8 Mayıs 2011 Pazar

Annem ve ben

Benim annem,tüm öğrenim yaşamım boyunca sadece bir kez veli toplantısına katıldı. Bu babamın göreviydi, ama o sene babamın şehir dışında olduğu bir güne denk gelmişti toplantı.
İlk tanıdığı öğretmenim matematikçimiz oldu.
Yıldızımızın bir türlü barışmadığı, orta yaşı geçtiği halde evlenmemiş, bilim uğruna evlenmediğini söylerdi, sanki evde kendisine uygulanan tüm baskıların intikamını biz öğrencilerden çıkarmaya çalışan sevimsiz, iri yarı bir kadındı.
Benim için anneme ilk söylediği söz "havai" olmuş, ve annem bu sözü o kadar beğenmiş ki, yaşadığı sürece beni ne zaman azarlamak istese bu sözcüğü kullandı.
İşe yaramaz havainin tekiydim!

Değildim!
Sadece annemin düşlediği kız evlat portresini üzerimde taşımayı beceremiyordum.
Çalışkan değildim, ama girdiğim her sınavdan başarıyla çıkmayı başarıyordum. İyi bir sporcuydum üstelik.
Annemin sporculuğum hakkında da en ufak bir fikri yoktu, o spor salonlarının ter kokan havasından çok, sigara, parfüm kokusu karışımı, 3 konuyla sınırlı kadın toplantılarını yeğlerdi.
Babam en sadık izleyicimdi.
Israrla ders çalışmamı istediği tüm saatlerin yarısından fazlasını, kafamda kurguladığım öyküleri kağıda dökmekle geçirirdim.
Annemin hiç okumadığı, babamınsa çalışma masasının bana ayırdığı çekmecesinde sakladığı öykülerim.

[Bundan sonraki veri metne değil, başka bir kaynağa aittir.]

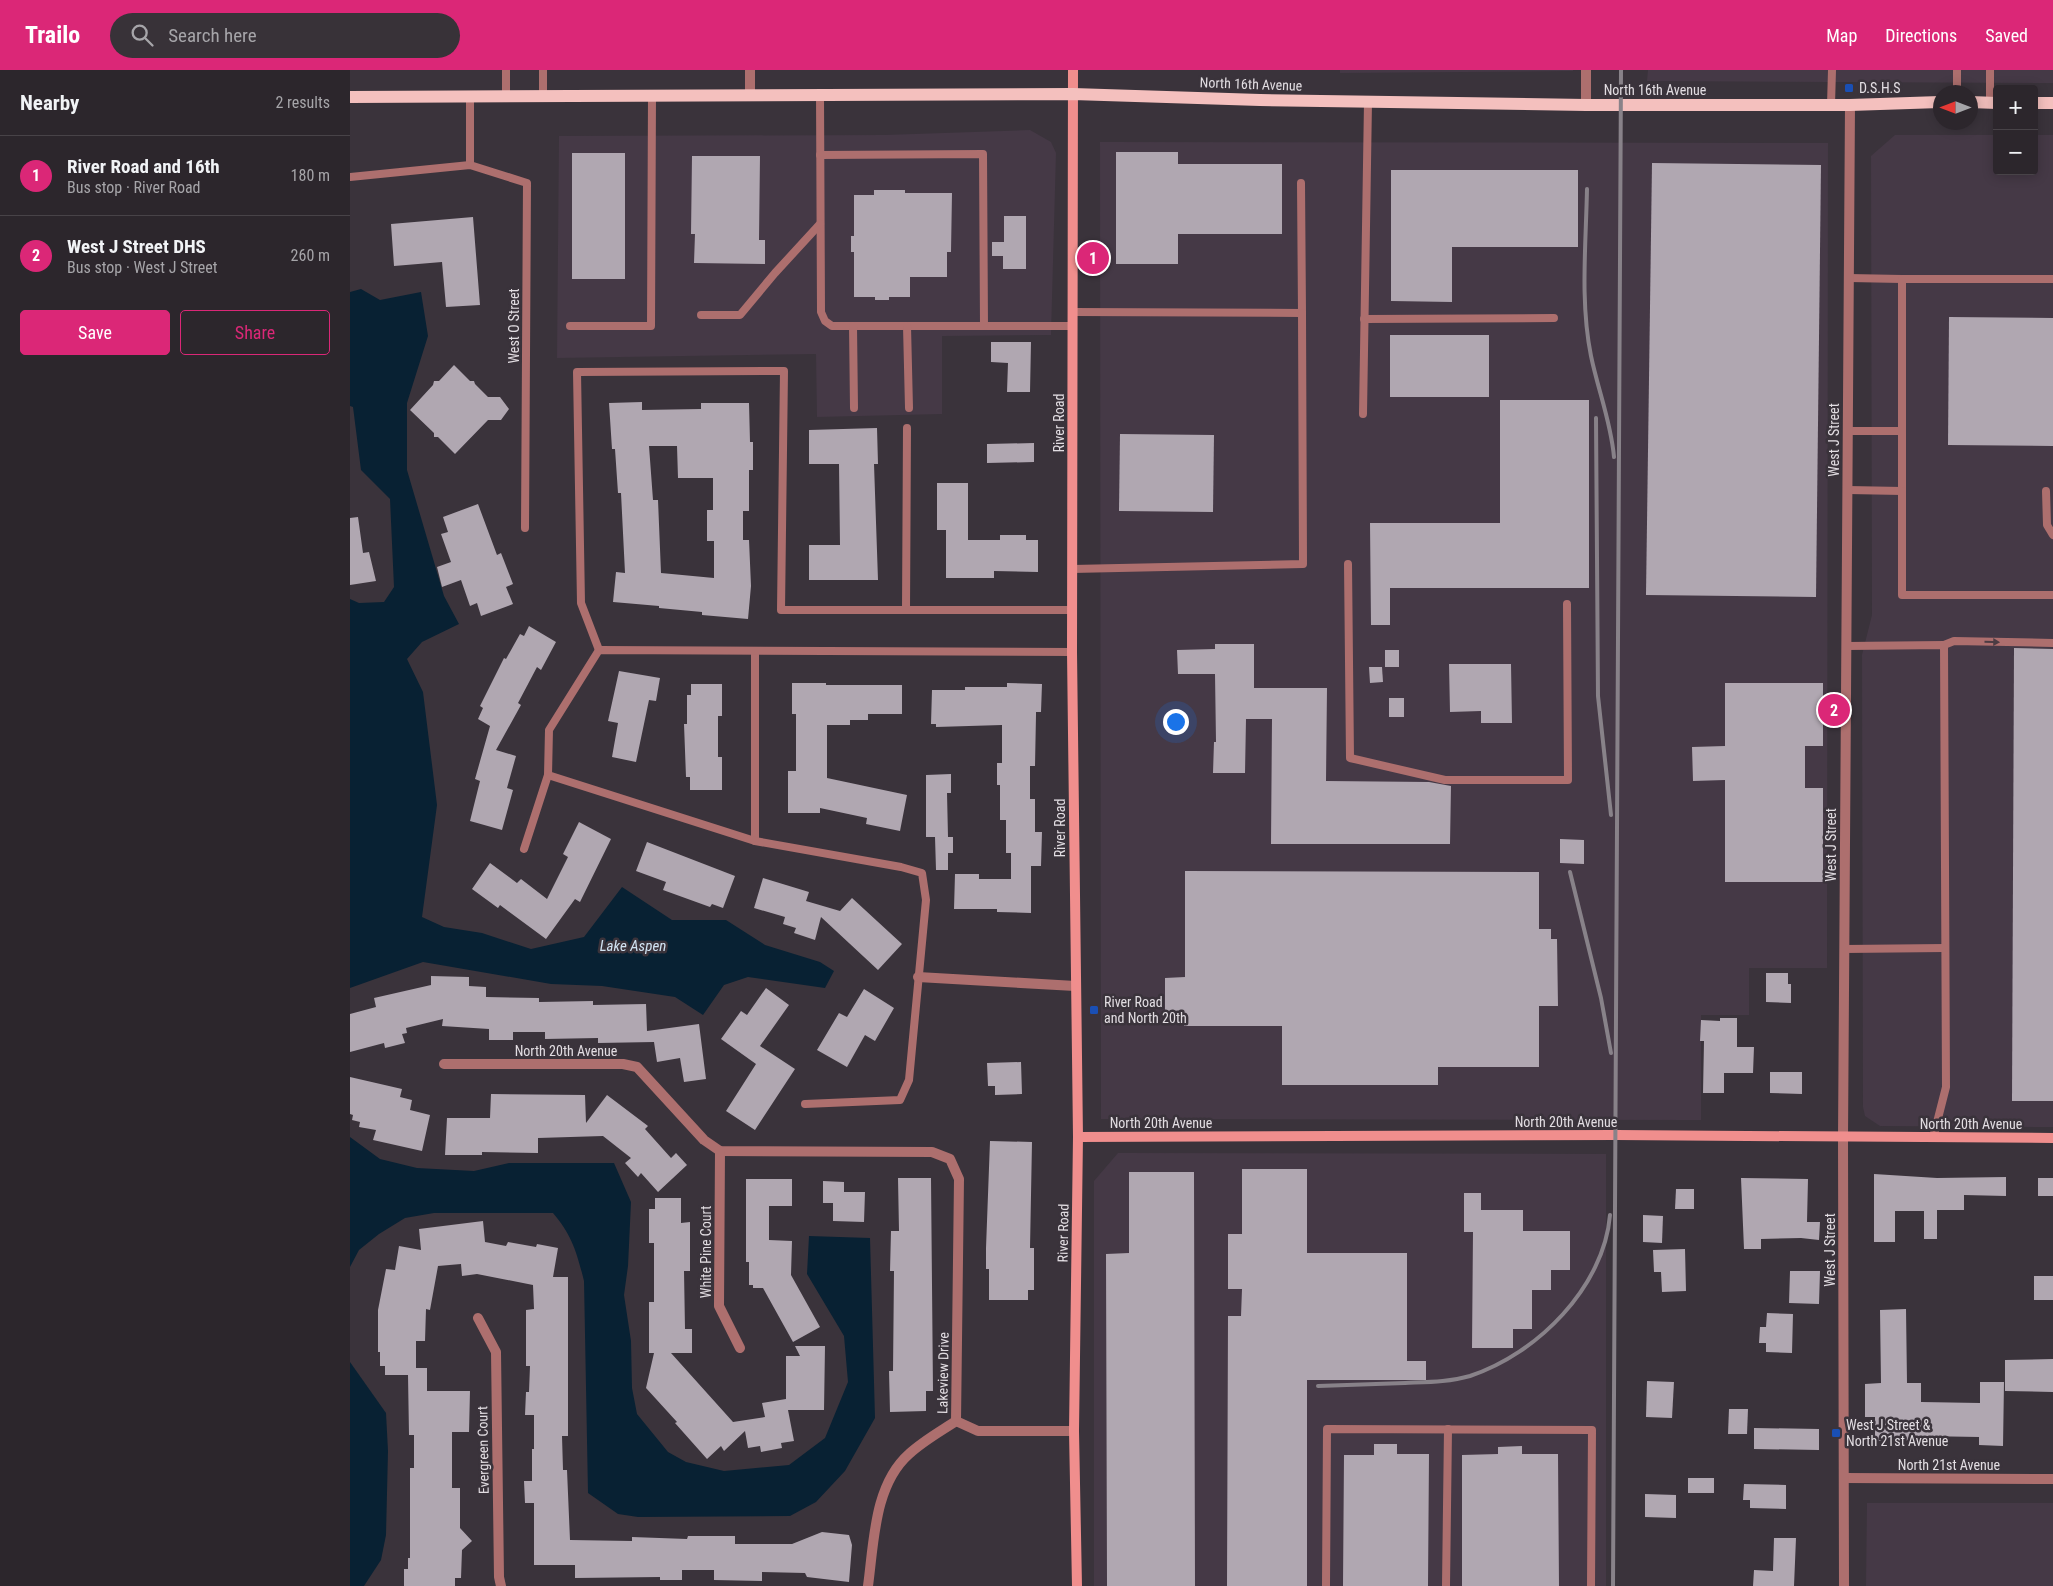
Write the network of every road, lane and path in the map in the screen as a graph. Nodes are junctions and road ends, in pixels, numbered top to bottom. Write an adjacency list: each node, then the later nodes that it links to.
1 (506, 70): 15 (lane)
2 (543, 70): 16 (lane)
3 (750, 70): 13 (street)
4 (1073, 70): 11 (street, River Road)
5 (1586, 70): 24 (street)
6 (1832, 70): 25 (lane)
7 (1957, 70): 9 (lane)
8 (1990, 70): 21 (lane)
9 (1957, 85)
10 (820, 94): 11 (main road, North 16th Avenue); 13 (main road, North 16th Avenue); 27 (lane)
11 (1073, 94): 18 (main road, North 16th Avenue); 35 (street, River Road)
12 (652, 95): 13 (main road, North 16th Avenue); 16 (main road, North 16th Avenue); 40 (lane)
13 (750, 95)
14 (470, 96): 15 (main road, North 16th Avenue); 17 (main road, North 16th Avenue); 28 (lane)
15 (506, 96): 16 (main road, North 16th Avenue)
16 (543, 96)
17 (350, 97)
18 (1368, 102): 24 (main road, North 16th Avenue); 39 (lane)
19 (1933, 102): 26 (main road, North 16th Avenue)
20 (1978, 102): 21 (main road)
21 (1993, 103)
22 (2038, 103): 23 (main road)
23 (2053, 103)
24 (1586, 105): 25 (main road, North 16th Avenue)
25 (1831, 105): 26 (main road, North 16th Avenue)
26 (1850, 105): 32 (street, West J Street)
27 (820, 155): 31 (lane); 43 (lane)
28 (470, 165): 29 (lane); 54 (lane, West O Street)
29 (350, 177)
30 (1301, 183): 36 (lane)
31 (820, 224): 37 (lane); 41 (lane)
32 (1849, 278): 33 (lane); 49 (street, West J Street)
33 (1902, 279): 34 (lane); 50 (lane)
34 (2053, 279)
35 (1073, 312): 36 (lane); 44 (street, River Road)
36 (1302, 313): 57 (lane)
37 (701, 315)
38 (1554, 318): 39 (lane)
39 (1364, 319): 47 (lane)
40 (570, 326)
41 (853, 326): 42 (lane); 45 (lane)
42 (907, 326): 43 (lane); 46 (lane)
43 (984, 326): 44 (lane)
44 (1073, 326): 57 (street, River Road)
45 (854, 408)
46 (909, 408)
47 (1363, 414)
48 (907, 428): 60 (lane)
49 (1848, 431): 50 (lane); 51 (street, West J Street)
50 (1902, 431): 52 (lane)
51 (1848, 490): 52 (lane); 64 (street, West J Street)
52 (1902, 490): 58 (lane)
53 (2046, 490): 55 (lane)
54 (525, 528)
55 (2053, 535)
56 (1348, 564): 59 (lane)
57 (1072, 569): 61 (street, River Road)
58 (2053, 595)
59 (1567, 604)
60 (906, 610): 61 (lane); 65 (lane)
61 (1072, 610): 67 (street, River Road)
62 (2053, 643): 63 (lane, one-way to 62)
63 (1944, 645): 64 (lane); 71 (lane)
64 (1847, 646): 72 (street, West J Street)
65 (599, 650): 66 (lane); 68 (lane)
66 (755, 651): 67 (lane); 69 (lane)
67 (1072, 652): 74 (street, River Road)
68 (548, 776): 69 (lane); 70 (lane)
69 (755, 841): 73 (lane)
70 (524, 849)
71 (1945, 948): 72 (lane); 79 (lane)
72 (1844, 949): 78 (street, West J Street)
73 (918, 977): 74 (street); 76 (lane)
74 (1075, 986): 77 (street, River Road)
75 (444, 1064): 81 (street, North 20th Avenue)
76 (805, 1104)
77 (1078, 1136): 78 (street, North 20th Avenue); 86 (street, River Road)
78 (1843, 1138): 79 (street, North 20th Avenue); 87 (street, West J Street)
79 (1932, 1138): 80 (street, North 20th Avenue)
80 (2053, 1138)
81 (720, 1151): 83 (street, White Pine Court); 84 (street, Lakeview Drive)
82 (478, 1318): 89 (street, Evergreen Court)
83 (740, 1348)
84 (956, 1421): 86 (street); 90 (street, Lakeview Drive)
85 (1448, 1430): 92 (lane); 93 (lane); 94 (lane)
86 (1074, 1431): 91 (street, River Road)
87 (1844, 1478): 88 (street, North 21st Avenue); 95 (street, West J Street)
88 (2053, 1479)
89 (501, 1586)
90 (868, 1586)
91 (1077, 1586)
92 (1326, 1586)
93 (1446, 1586)
94 (1592, 1586)
95 (1844, 1586)

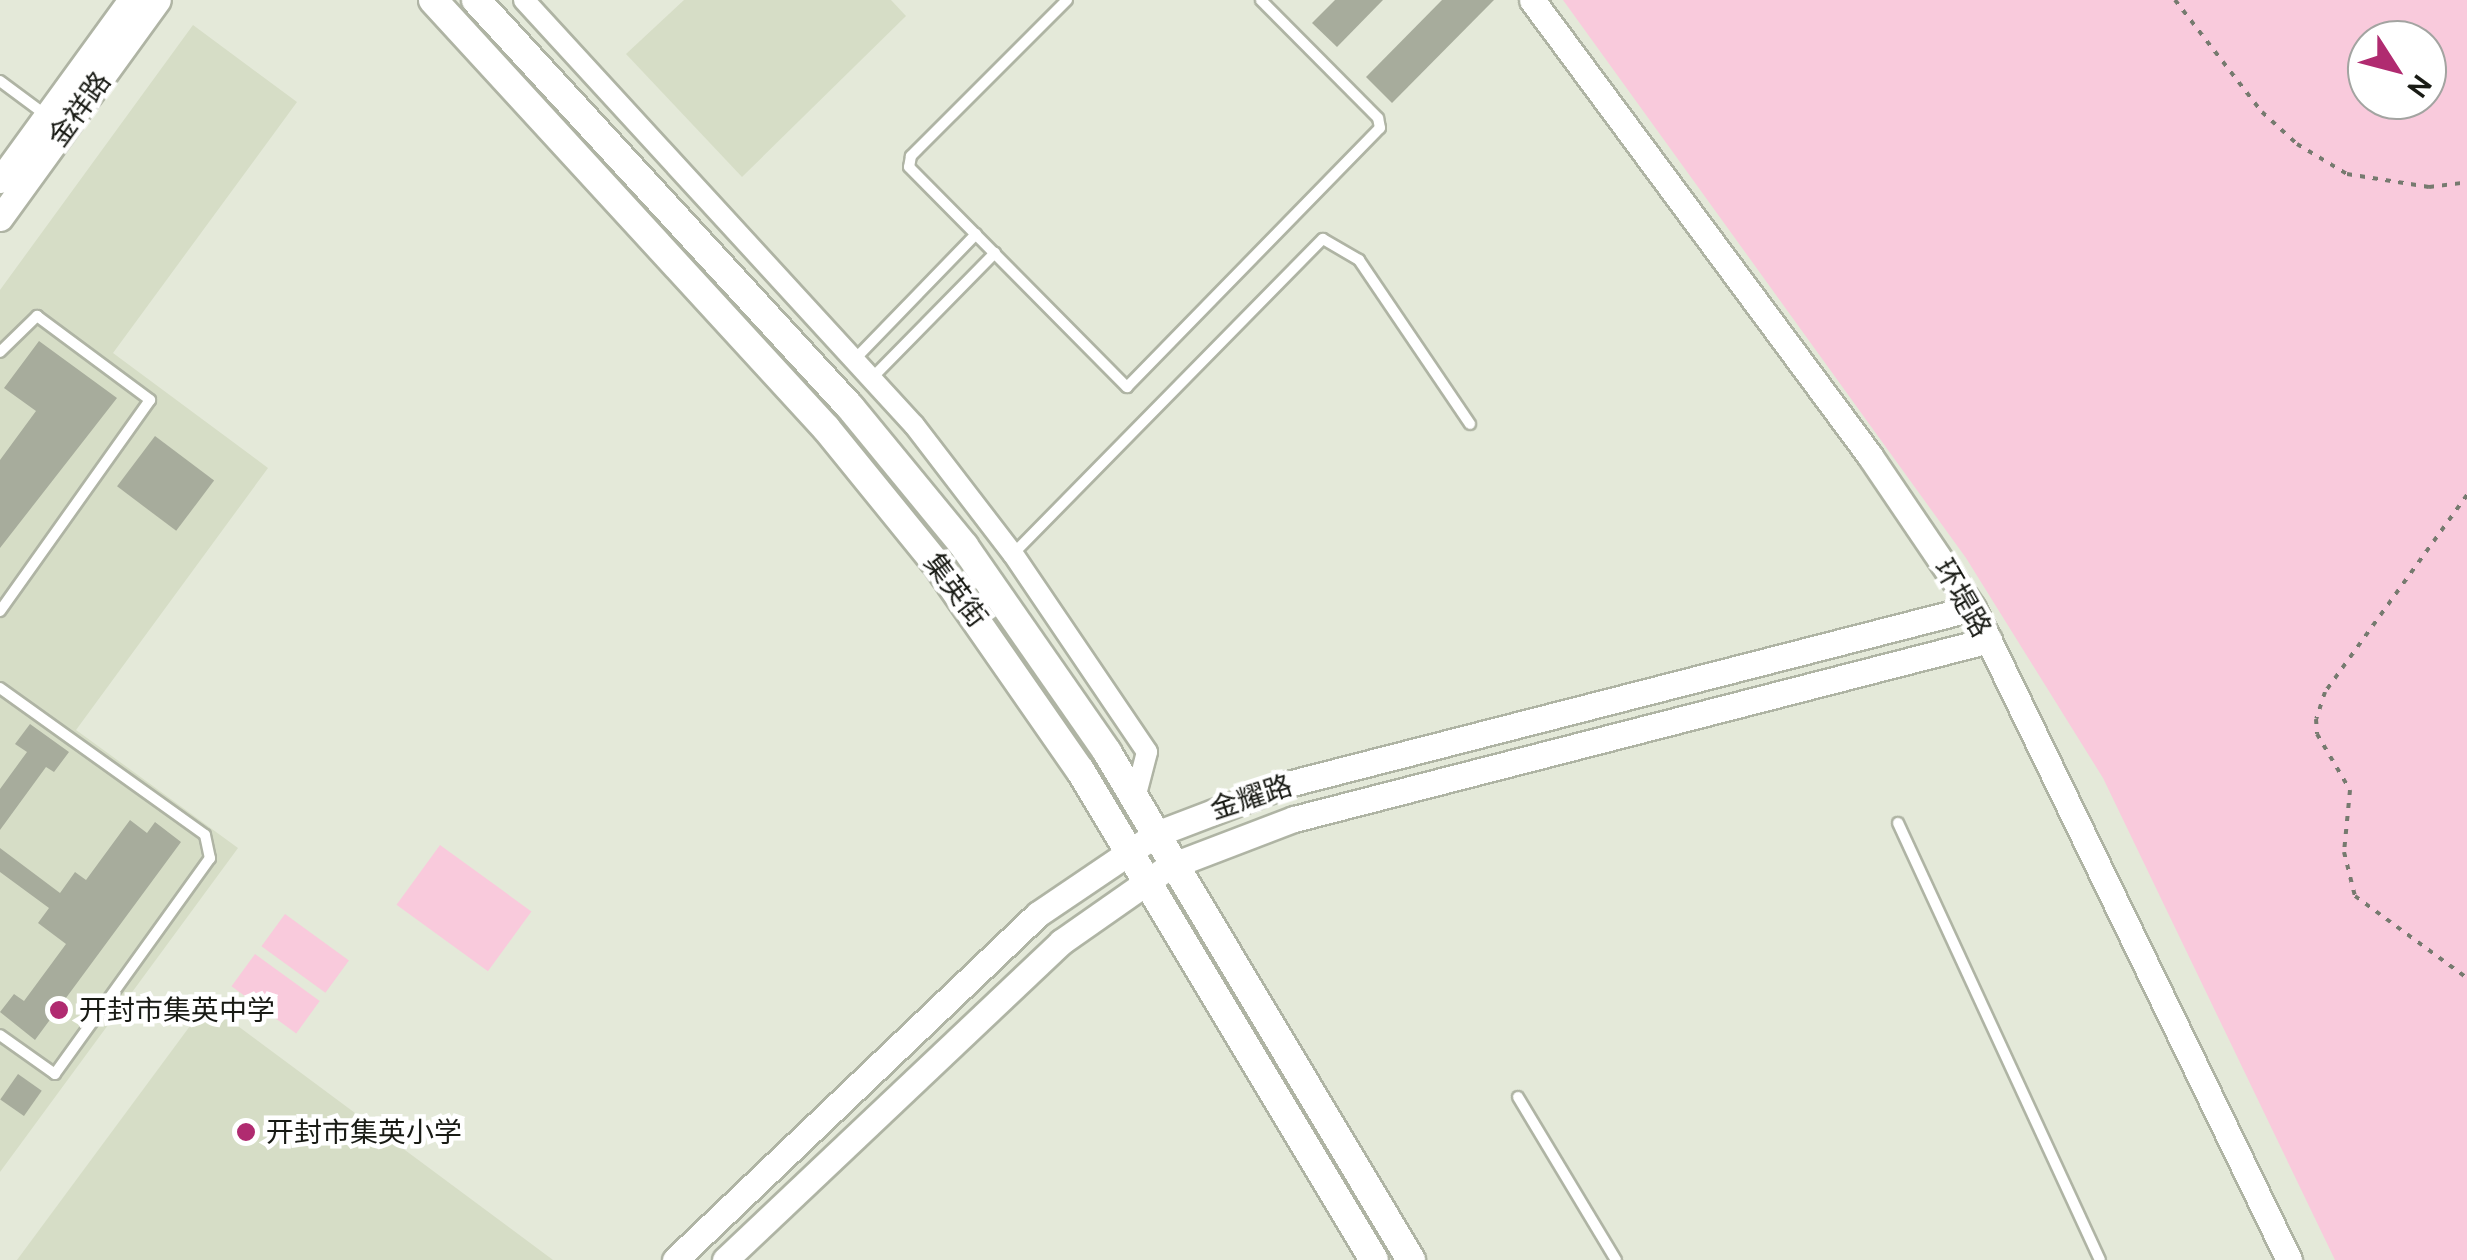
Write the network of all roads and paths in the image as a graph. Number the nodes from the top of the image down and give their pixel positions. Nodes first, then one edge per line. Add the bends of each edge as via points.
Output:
1 (131, 0) edge
2 (158, 0) edge
3 (432, 0) edge
4 (476, 0) edge
5 (524, 0) edge
6 (1066, 0) edge
7 (1261, 0) edge
8 (1532, 0) edge
9 (2175, 0) edge
10 (0, 82) edge
11 (47, 116) junction
12 (0, 180) edge
13 (2467, 182) edge
14 (0, 218) edge
15 (976, 234) junction
16 (994, 253) junction
17 (0, 352) edge
18 (854, 361) junction
19 (870, 379) junction
20 (1470, 424) dead end
21 (2467, 494) edge
22 (1013, 554) junction
23 (1973, 608) junction
24 (0, 611) edge
25 (1988, 640) junction
26 (0, 688) edge
27 (1135, 798) junction
28 (1898, 823) dead end
29 (1156, 834) junction
30 (1128, 850) junction
31 (1175, 864) junction
32 (1146, 880) junction
33 (2467, 977) edge
34 (0, 1035) edge
35 (1518, 1097) dead end
36 (674, 1260) edge
37 (726, 1260) edge
38 (1374, 1260) edge
39 (1411, 1260) edge
40 (1616, 1260) edge
41 (2100, 1260) edge
42 (2288, 1260) edge

1 - 11 street, 金祥路
2 - 14 street, 金祥路
3 - 30 main road, 集英街 via 872,482 986,630
4 - 27 main road, 集英街 via 897,461 1012,612
5 - 18 street
6 - 15 lane via 911,156 909,168
7 - 16 lane via 1378,118 1380,128 1127,387
8 - 23 street, 环堤路 via 1870,456
9 - 13 path via 2262,112 2297,144 2347,174 2429,187
10 - 11 lane
11 - 12 street, 金祥路
15 - 16 lane
15 - 18 lane
16 - 19 lane
17 - 24 lane via 36,316 150,400
18 - 19 street
19 - 22 street
20 - 22 lane via 1359,260 1323,239
21 - 33 path via 2325,692 2316,719 2317,734 2350,790 2344,852 2354,896
22 - 27 street via 1147,752
23 - 25 street, 环堤路
23 - 29 street, 金耀路 via 1284,785
25 - 31 street, 金耀路 via 1294,819
25 - 42 street, 环堤路
26 - 34 lane via 206,835 210,848 200,876 54,1074
27 - 29 main road, 集英街
28 - 41 lane
29 - 30 street, 金耀路
29 - 31 main road, 集英街
30 - 32 main road, 集英街
30 - 36 street, 金耀路 via 1038,914
31 - 32 street, 金耀路
31 - 39 main road, 集英街
32 - 37 street, 金耀路 via 1033,966
32 - 38 main road, 集英街
35 - 40 lane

Anlaşıldığı gibi, babamla ne kadar yakınsak, annemle o kadar uzak iki karakterdik.
Zevklerimiz, beğenilerimiz, yaşama bakışımız, hayallerimiz hep farklıydı.
Onunla tek ortak noktamız, babama olan aşkımızdı sanırım.
Ya da belki birbirimizi bu aşk yüzünden hep rakip görüyorduk, içinde bolca kıskançlık barındıran bir sevgiyi yaşıyorduk annemle.

Oysa her ikimizde kendi çevremizde çok sevilen insanlardık.
Dünya güzeli ve hatta tam bir iyilik meleği olan annemin tertemiz saflığı ve yardımseverliğiyle kendisine hayranlıkla bağlayamayacağı tek bir insan olmamıştır.
Girdiği her gönülde, mutluluğun izlerini bırakırdı annem.
Yoksulların umuduydu, dostlarının sırdaşı.
Tüm koketliğine karşın, insanları asla ayırmaz, sınıflamaz, burnundan sümükler akan sokak çocuklarını lokantalara taşır, doyurur, koklar, kasapta, manavda elinde cüzdanını sıkı sıkı tutarak, çevreye çekingen bakışlarla bakan ev kadınlarına çaktırmadan, onları asla ezmeden katkıda bulunurdu.
Hiç dile getirmediğim hayranlıkla izlerdim annemi.
O benim hiç bir başarımı kutlamadığı için, bir kez bile söylemedim ona rol modelim olduğunu.
Belki de şımartmak istemedim, onunda beni şımartmak istemediğini çok sonraları anladığım gibi...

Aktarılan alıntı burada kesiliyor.